### Extracted entries
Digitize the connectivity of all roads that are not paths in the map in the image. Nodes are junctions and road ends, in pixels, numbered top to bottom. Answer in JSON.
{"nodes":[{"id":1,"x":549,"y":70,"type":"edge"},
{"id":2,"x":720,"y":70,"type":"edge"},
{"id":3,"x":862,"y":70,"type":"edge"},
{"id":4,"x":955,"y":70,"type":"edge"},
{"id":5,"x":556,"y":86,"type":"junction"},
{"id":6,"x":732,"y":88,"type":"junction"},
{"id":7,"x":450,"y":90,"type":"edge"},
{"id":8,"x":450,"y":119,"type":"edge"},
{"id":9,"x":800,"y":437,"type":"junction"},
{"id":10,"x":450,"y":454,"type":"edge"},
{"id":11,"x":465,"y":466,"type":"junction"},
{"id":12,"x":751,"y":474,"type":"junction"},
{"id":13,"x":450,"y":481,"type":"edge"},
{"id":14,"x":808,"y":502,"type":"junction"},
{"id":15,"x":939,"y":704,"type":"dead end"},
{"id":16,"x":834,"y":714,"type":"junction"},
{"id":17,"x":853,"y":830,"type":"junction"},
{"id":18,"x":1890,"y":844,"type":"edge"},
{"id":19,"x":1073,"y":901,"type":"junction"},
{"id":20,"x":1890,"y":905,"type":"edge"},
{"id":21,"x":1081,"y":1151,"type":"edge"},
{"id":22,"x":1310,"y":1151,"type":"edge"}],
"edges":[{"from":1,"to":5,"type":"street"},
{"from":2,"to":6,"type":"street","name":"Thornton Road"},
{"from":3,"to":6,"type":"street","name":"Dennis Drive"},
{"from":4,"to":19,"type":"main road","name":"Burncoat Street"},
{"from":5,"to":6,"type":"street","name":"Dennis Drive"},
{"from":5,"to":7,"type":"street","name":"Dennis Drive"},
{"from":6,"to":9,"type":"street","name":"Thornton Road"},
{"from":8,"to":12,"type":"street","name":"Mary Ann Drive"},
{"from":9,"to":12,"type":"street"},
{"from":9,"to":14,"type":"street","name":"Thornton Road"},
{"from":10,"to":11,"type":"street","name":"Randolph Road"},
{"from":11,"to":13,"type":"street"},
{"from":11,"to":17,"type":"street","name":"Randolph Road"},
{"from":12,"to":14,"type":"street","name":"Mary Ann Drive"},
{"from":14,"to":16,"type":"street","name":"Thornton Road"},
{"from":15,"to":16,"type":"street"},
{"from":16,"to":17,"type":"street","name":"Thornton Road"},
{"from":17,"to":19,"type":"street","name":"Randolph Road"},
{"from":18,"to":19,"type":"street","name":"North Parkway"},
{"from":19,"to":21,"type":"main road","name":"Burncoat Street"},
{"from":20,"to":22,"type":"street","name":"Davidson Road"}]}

### Your instructions
Retype the records that precede this task, keeping them exactly the same.

### Exercise answer
Digitize the connectivity of all roads that are not paths in the map in the image. Nodes are junctions and road ends, in pixels, numbered top to bottom. Answer in JSON.
{"nodes":[{"id":1,"x":549,"y":70,"type":"edge"},
{"id":2,"x":720,"y":70,"type":"edge"},
{"id":3,"x":862,"y":70,"type":"edge"},
{"id":4,"x":955,"y":70,"type":"edge"},
{"id":5,"x":556,"y":86,"type":"junction"},
{"id":6,"x":732,"y":88,"type":"junction"},
{"id":7,"x":450,"y":90,"type":"edge"},
{"id":8,"x":450,"y":119,"type":"edge"},
{"id":9,"x":800,"y":437,"type":"junction"},
{"id":10,"x":450,"y":454,"type":"edge"},
{"id":11,"x":465,"y":466,"type":"junction"},
{"id":12,"x":751,"y":474,"type":"junction"},
{"id":13,"x":450,"y":481,"type":"edge"},
{"id":14,"x":808,"y":502,"type":"junction"},
{"id":15,"x":939,"y":704,"type":"dead end"},
{"id":16,"x":834,"y":714,"type":"junction"},
{"id":17,"x":853,"y":830,"type":"junction"},
{"id":18,"x":1890,"y":844,"type":"edge"},
{"id":19,"x":1073,"y":901,"type":"junction"},
{"id":20,"x":1890,"y":905,"type":"edge"},
{"id":21,"x":1081,"y":1151,"type":"edge"},
{"id":22,"x":1310,"y":1151,"type":"edge"}],
"edges":[{"from":1,"to":5,"type":"street"},
{"from":2,"to":6,"type":"street","name":"Thornton Road"},
{"from":3,"to":6,"type":"street","name":"Dennis Drive"},
{"from":4,"to":19,"type":"main road","name":"Burncoat Street"},
{"from":5,"to":6,"type":"street","name":"Dennis Drive"},
{"from":5,"to":7,"type":"street","name":"Dennis Drive"},
{"from":6,"to":9,"type":"street","name":"Thornton Road"},
{"from":8,"to":12,"type":"street","name":"Mary Ann Drive"},
{"from":9,"to":12,"type":"street"},
{"from":9,"to":14,"type":"street","name":"Thornton Road"},
{"from":10,"to":11,"type":"street","name":"Randolph Road"},
{"from":11,"to":13,"type":"street"},
{"from":11,"to":17,"type":"street","name":"Randolph Road"},
{"from":12,"to":14,"type":"street","name":"Mary Ann Drive"},
{"from":14,"to":16,"type":"street","name":"Thornton Road"},
{"from":15,"to":16,"type":"street"},
{"from":16,"to":17,"type":"street","name":"Thornton Road"},
{"from":17,"to":19,"type":"street","name":"Randolph Road"},
{"from":18,"to":19,"type":"street","name":"North Parkway"},
{"from":19,"to":21,"type":"main road","name":"Burncoat Street"},
{"from":20,"to":22,"type":"street","name":"Davidson Road"}]}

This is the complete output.